Instructions to follow: Write out every record below exactly as it appears, omitting the pictures.
START Data records
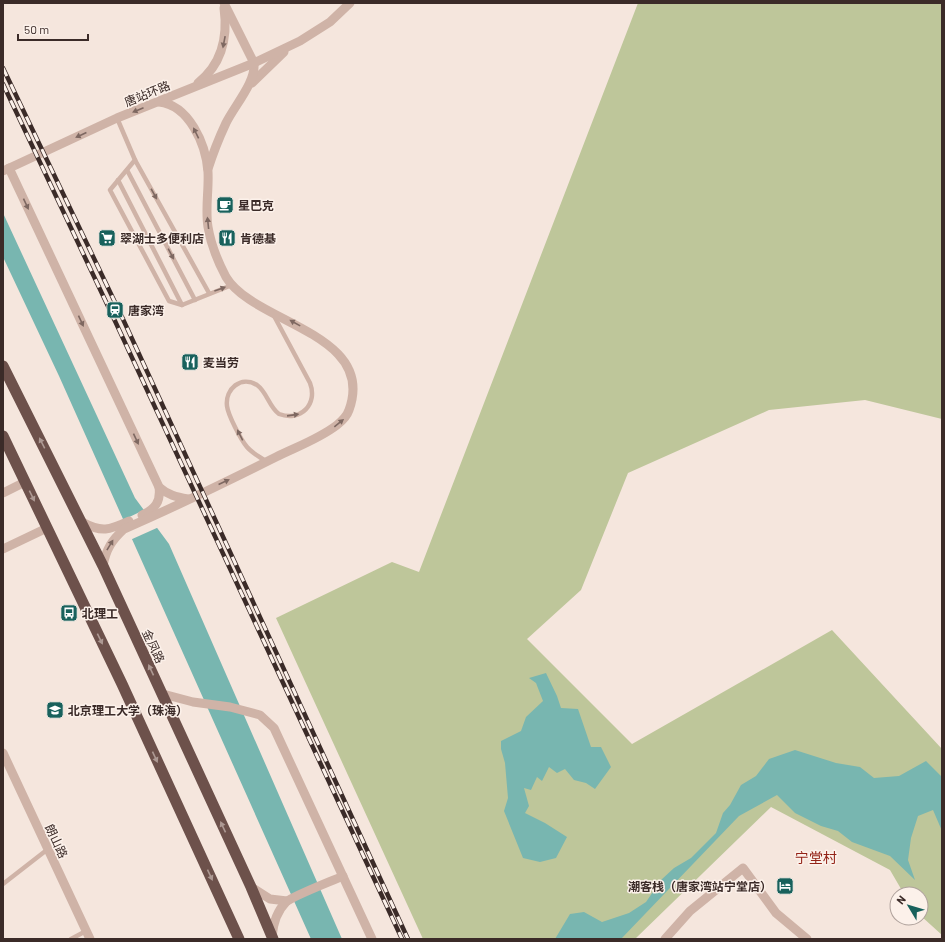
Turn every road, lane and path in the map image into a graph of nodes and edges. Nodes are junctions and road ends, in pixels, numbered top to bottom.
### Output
1 (224, 3) edge
2 (350, 3) edge
3 (300, 40) junction
4 (254, 63) junction
5 (192, 88) junction
6 (246, 90) junction
7 (159, 102) junction
8 (117, 118) junction
9 (135, 160) junction
10 (6, 170) edge
11 (127, 170) junction
12 (208, 170) junction
13 (118, 180) junction
14 (232, 285) junction
15 (209, 293) junction
16 (195, 300) junction
17 (182, 305) junction
18 (272, 312) junction
19 (3, 367) edge
20 (3, 436) edge
21 (267, 462) junction
22 (25, 482) junction
23 (159, 487) junction
24 (3, 493) edge
25 (188, 499) junction
26 (155, 512) junction
27 (82, 522) junction
28 (123, 527) junction
29 (47, 528) junction
30 (3, 549) edge
31 (103, 566) junction
32 (163, 694) junction
33 (3, 753) edge
34 (48, 849) junction
35 (343, 876) junction
36 (3, 884) edge
37 (251, 887) junction
38 (290, 900) junction
39 (88, 935) edge
40 (273, 938) edge
41 (70, 939) edge
42 (240, 939) edge
43 (372, 939) edge
44 (665, 939) edge
45 (807, 939) edge

1 - 4 street
1 -> 5 street
2 - 3 street
3 - 4 street, 唐站环路
3 - 6 street
4 - 5 street, 唐站环路
4 - 6 street
5 - 7 street, 唐站环路
6 - 12 street
7 -> 8 street, 唐站环路
12 -> 7 street
8 - 9 lane
8 -> 10 street, 唐站环路
9 - 11 lane
9 -> 15 lane
10 -> 23 street
11 - 13 lane
11 -> 16 lane
14 -> 12 street
13 - 17 lane
13 - 17 lane
15 -> 14 lane
14 - 18 street
15 - 16 lane
16 - 17 lane
21 -> 18 street
21 -> 18 lane
27 -> 19 highway, 金凤路
20 - 22 highway
25 -> 21 street
22 - 24 street
22 -> 29 highway
23 - 25 street
23 - 26 street
25 - 26 street
26 - 28 street
27 - 28 street
27 - 31 highway, 金凤路
31 -> 28 street
29 - 30 street
29 -> 42 highway
32 -> 31 highway, 金凤路
32 - 35 street
37 -> 32 highway, 金凤路
33 - 34 street, 朗山路
34 - 36 lane
34 - 39 street, 朗山路
35 - 38 street
35 - 43 street
37 - 38 street
37 - 40 highway, 金凤路
38 - 40 street
39 - 41 lane
44 - 45 street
END Data records
Result of the task:
Turn every road, lane and path in the map image into a graph of nodes and edges. Nodes are junctions and road ends, in pixels, numbered top to bottom.
### Output
1 (224, 3) edge
2 (350, 3) edge
3 (300, 40) junction
4 (254, 63) junction
5 (192, 88) junction
6 (246, 90) junction
7 (159, 102) junction
8 (117, 118) junction
9 (135, 160) junction
10 (6, 170) edge
11 (127, 170) junction
12 (208, 170) junction
13 (118, 180) junction
14 (232, 285) junction
15 (209, 293) junction
16 (195, 300) junction
17 (182, 305) junction
18 (272, 312) junction
19 (3, 367) edge
20 (3, 436) edge
21 (267, 462) junction
22 (25, 482) junction
23 (159, 487) junction
24 (3, 493) edge
25 (188, 499) junction
26 (155, 512) junction
27 (82, 522) junction
28 (123, 527) junction
29 (47, 528) junction
30 (3, 549) edge
31 (103, 566) junction
32 (163, 694) junction
33 (3, 753) edge
34 (48, 849) junction
35 (343, 876) junction
36 (3, 884) edge
37 (251, 887) junction
38 (290, 900) junction
39 (88, 935) edge
40 (273, 938) edge
41 (70, 939) edge
42 (240, 939) edge
43 (372, 939) edge
44 (665, 939) edge
45 (807, 939) edge

1 - 4 street
1 -> 5 street
2 - 3 street
3 - 4 street, 唐站环路
3 - 6 street
4 - 5 street, 唐站环路
4 - 6 street
5 - 7 street, 唐站环路
6 - 12 street
7 -> 8 street, 唐站环路
12 -> 7 street
8 - 9 lane
8 -> 10 street, 唐站环路
9 - 11 lane
9 -> 15 lane
10 -> 23 street
11 - 13 lane
11 -> 16 lane
14 -> 12 street
13 - 17 lane
13 - 17 lane
15 -> 14 lane
14 - 18 street
15 - 16 lane
16 - 17 lane
21 -> 18 street
21 -> 18 lane
27 -> 19 highway, 金凤路
20 - 22 highway
25 -> 21 street
22 - 24 street
22 -> 29 highway
23 - 25 street
23 - 26 street
25 - 26 street
26 - 28 street
27 - 28 street
27 - 31 highway, 金凤路
31 -> 28 street
29 - 30 street
29 -> 42 highway
32 -> 31 highway, 金凤路
32 - 35 street
37 -> 32 highway, 金凤路
33 - 34 street, 朗山路
34 - 36 lane
34 - 39 street, 朗山路
35 - 38 street
35 - 43 street
37 - 38 street
37 - 40 highway, 金凤路
38 - 40 street
39 - 41 lane
44 - 45 street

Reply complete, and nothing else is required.